(Saved entries)
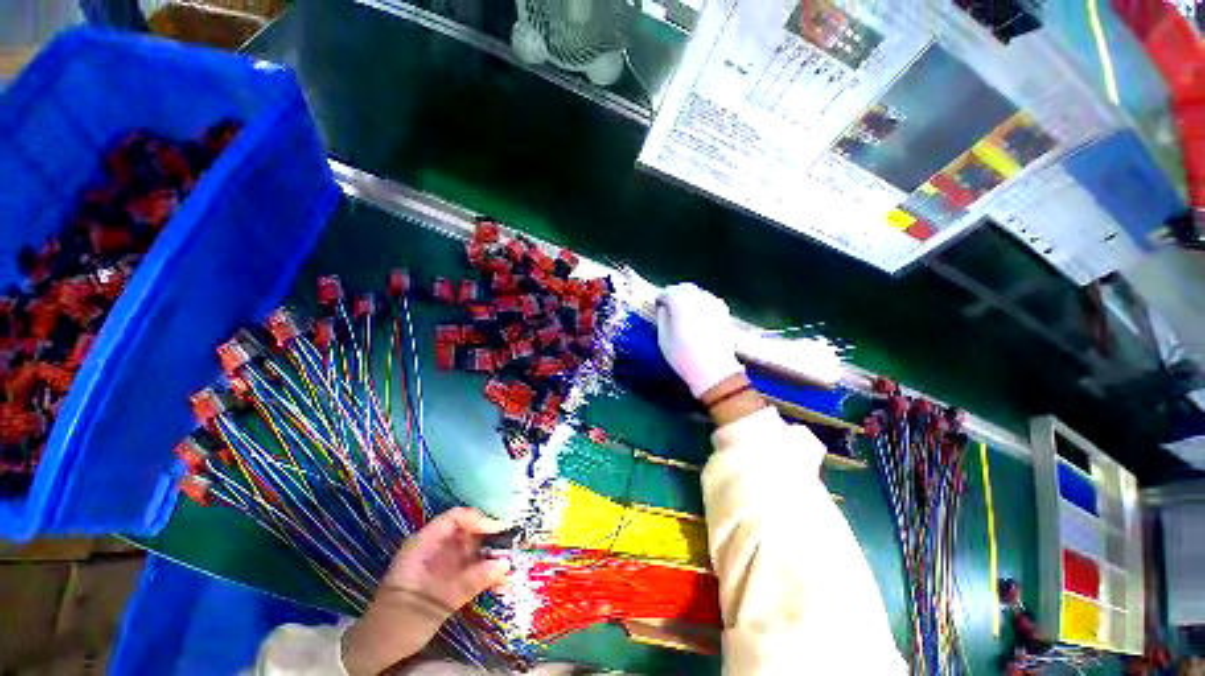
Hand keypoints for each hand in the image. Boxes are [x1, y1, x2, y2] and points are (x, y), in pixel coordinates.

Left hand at [341, 507, 510, 674]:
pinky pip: (470, 568)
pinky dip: (485, 574)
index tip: (499, 530)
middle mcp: (434, 548)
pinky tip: (499, 585)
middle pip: (467, 531)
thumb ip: (470, 583)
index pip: (454, 518)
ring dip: (491, 559)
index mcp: (423, 544)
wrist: (377, 651)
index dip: (478, 519)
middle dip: (490, 540)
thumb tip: (505, 564)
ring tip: (508, 574)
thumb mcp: (435, 603)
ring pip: (472, 550)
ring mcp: (441, 563)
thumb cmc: (398, 622)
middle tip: (511, 551)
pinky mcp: (446, 578)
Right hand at [656, 283, 743, 398]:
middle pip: (684, 288)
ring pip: (697, 292)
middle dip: (674, 293)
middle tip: (668, 304)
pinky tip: (696, 314)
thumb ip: (662, 318)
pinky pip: (708, 299)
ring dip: (688, 297)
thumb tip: (663, 307)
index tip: (656, 303)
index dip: (660, 297)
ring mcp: (713, 304)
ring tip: (681, 310)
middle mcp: (698, 299)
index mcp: (681, 304)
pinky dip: (700, 302)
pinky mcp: (723, 311)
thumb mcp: (664, 339)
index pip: (667, 292)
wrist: (714, 370)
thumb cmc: (684, 357)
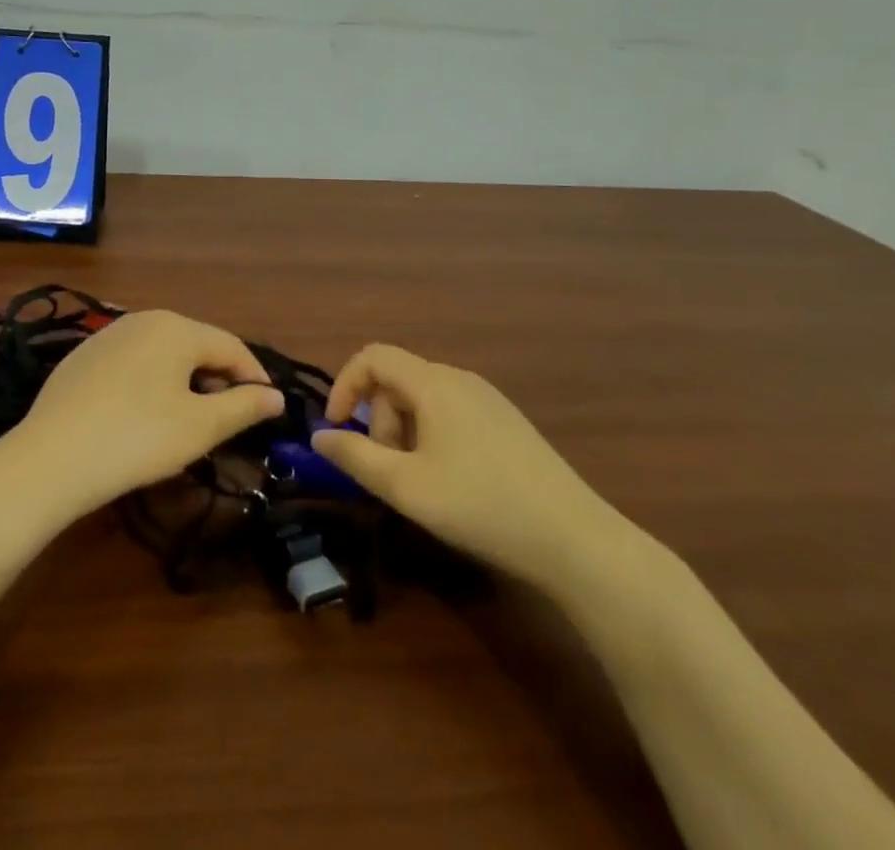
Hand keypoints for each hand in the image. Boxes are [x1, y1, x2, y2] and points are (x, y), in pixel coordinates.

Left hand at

### Activity
Please copy the data above exactly, omitting the pictures.

### Answer for the task
Hand keypoints for each hand in the image. Boxes are [x1, y1, x2, y2] and points are (x, y), in pixel coordinates.

Left hand at [341, 507, 510, 674]:
pinky pip: (470, 568)
pinky dip: (485, 574)
index tip: (499, 530)
middle mcp: (434, 548)
pinky tip: (499, 585)
middle pip: (467, 531)
thumb ip: (470, 583)
index pip: (454, 518)
ring dip: (491, 559)
index mcp: (423, 544)
wrist: (377, 651)
index dip: (478, 519)
middle dip: (490, 540)
thumb tip: (505, 564)
ring tip: (508, 574)
thumb mcp: (435, 603)
ring pip: (472, 550)
ring mcp: (441, 563)
thumb cmc: (398, 622)
middle tip: (511, 551)
pinky mcp: (446, 578)
Right hand at [656, 283, 743, 398]:
middle pip: (684, 288)
ring pip: (697, 292)
middle dip: (674, 293)
middle tip: (668, 304)
pinky tip: (696, 314)
thumb ip: (662, 318)
pinky pip: (708, 299)
ring dip: (688, 297)
thumb tip: (663, 307)
index tip: (656, 303)
index dip: (660, 297)
ring mcp: (713, 304)
ring tip: (681, 310)
middle mcp: (698, 299)
index mcp: (681, 304)
pinky dip: (700, 302)
pinky mcp: (723, 311)
thumb mcp: (664, 339)
index pip: (667, 292)
wrist: (714, 370)
thumb cmc: (684, 357)
Hand keypoints for each hand in the image. Boxes are [x1, y1, x2, y2] and points are (x, y), in pixel coordinates.

Left hand at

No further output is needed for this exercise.